» Assignment: Your task is to repeat each record verbatim, exactly as it was written.

» Saved data entries:

----------------------------------------

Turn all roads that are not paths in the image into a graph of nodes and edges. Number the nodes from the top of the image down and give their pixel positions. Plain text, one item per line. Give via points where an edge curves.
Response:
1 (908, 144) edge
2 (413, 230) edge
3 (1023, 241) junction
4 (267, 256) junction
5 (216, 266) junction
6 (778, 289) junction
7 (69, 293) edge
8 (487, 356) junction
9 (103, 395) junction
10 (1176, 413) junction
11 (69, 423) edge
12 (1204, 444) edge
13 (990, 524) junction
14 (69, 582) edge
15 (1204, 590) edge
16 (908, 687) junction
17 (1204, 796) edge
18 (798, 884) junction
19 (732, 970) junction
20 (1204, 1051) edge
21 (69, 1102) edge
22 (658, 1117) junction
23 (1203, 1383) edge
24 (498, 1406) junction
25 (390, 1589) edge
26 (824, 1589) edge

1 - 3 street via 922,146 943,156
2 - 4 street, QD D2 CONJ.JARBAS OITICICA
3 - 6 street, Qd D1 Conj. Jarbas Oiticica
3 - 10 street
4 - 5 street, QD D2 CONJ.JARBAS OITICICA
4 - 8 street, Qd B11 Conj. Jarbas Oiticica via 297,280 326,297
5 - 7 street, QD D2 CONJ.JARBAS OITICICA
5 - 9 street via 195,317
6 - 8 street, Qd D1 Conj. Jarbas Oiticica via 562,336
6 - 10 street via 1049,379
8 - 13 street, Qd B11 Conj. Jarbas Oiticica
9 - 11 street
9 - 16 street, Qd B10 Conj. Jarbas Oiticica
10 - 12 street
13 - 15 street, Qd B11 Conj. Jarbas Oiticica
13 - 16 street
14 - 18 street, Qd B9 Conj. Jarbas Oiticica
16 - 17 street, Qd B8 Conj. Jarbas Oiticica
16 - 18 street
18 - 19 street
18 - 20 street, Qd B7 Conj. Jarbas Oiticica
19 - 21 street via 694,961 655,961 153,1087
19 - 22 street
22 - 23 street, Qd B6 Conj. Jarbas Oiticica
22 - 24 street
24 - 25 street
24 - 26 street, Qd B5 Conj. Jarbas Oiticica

----------------------------------------

» Solution for this problem:
Turn all roads that are not paths in the image into a graph of nodes and edges. Number the nodes from the top of the image down and give their pixel positions. Plain text, one item per line. Give via points where an edge curves.
Response:
1 (908, 144) edge
2 (413, 230) edge
3 (1023, 241) junction
4 (267, 256) junction
5 (216, 266) junction
6 (778, 289) junction
7 (69, 293) edge
8 (487, 356) junction
9 (103, 395) junction
10 (1176, 413) junction
11 (69, 423) edge
12 (1204, 444) edge
13 (990, 524) junction
14 (69, 582) edge
15 (1204, 590) edge
16 (908, 687) junction
17 (1204, 796) edge
18 (798, 884) junction
19 (732, 970) junction
20 (1204, 1051) edge
21 (69, 1102) edge
22 (658, 1117) junction
23 (1203, 1383) edge
24 (498, 1406) junction
25 (390, 1589) edge
26 (824, 1589) edge

1 - 3 street via 922,146 943,156
2 - 4 street, QD D2 CONJ.JARBAS OITICICA
3 - 6 street, Qd D1 Conj. Jarbas Oiticica
3 - 10 street
4 - 5 street, QD D2 CONJ.JARBAS OITICICA
4 - 8 street, Qd B11 Conj. Jarbas Oiticica via 297,280 326,297
5 - 7 street, QD D2 CONJ.JARBAS OITICICA
5 - 9 street via 195,317
6 - 8 street, Qd D1 Conj. Jarbas Oiticica via 562,336
6 - 10 street via 1049,379
8 - 13 street, Qd B11 Conj. Jarbas Oiticica
9 - 11 street
9 - 16 street, Qd B10 Conj. Jarbas Oiticica
10 - 12 street
13 - 15 street, Qd B11 Conj. Jarbas Oiticica
13 - 16 street
14 - 18 street, Qd B9 Conj. Jarbas Oiticica
16 - 17 street, Qd B8 Conj. Jarbas Oiticica
16 - 18 street
18 - 19 street
18 - 20 street, Qd B7 Conj. Jarbas Oiticica
19 - 21 street via 694,961 655,961 153,1087
19 - 22 street
22 - 23 street, Qd B6 Conj. Jarbas Oiticica
22 - 24 street
24 - 25 street
24 - 26 street, Qd B5 Conj. Jarbas Oiticica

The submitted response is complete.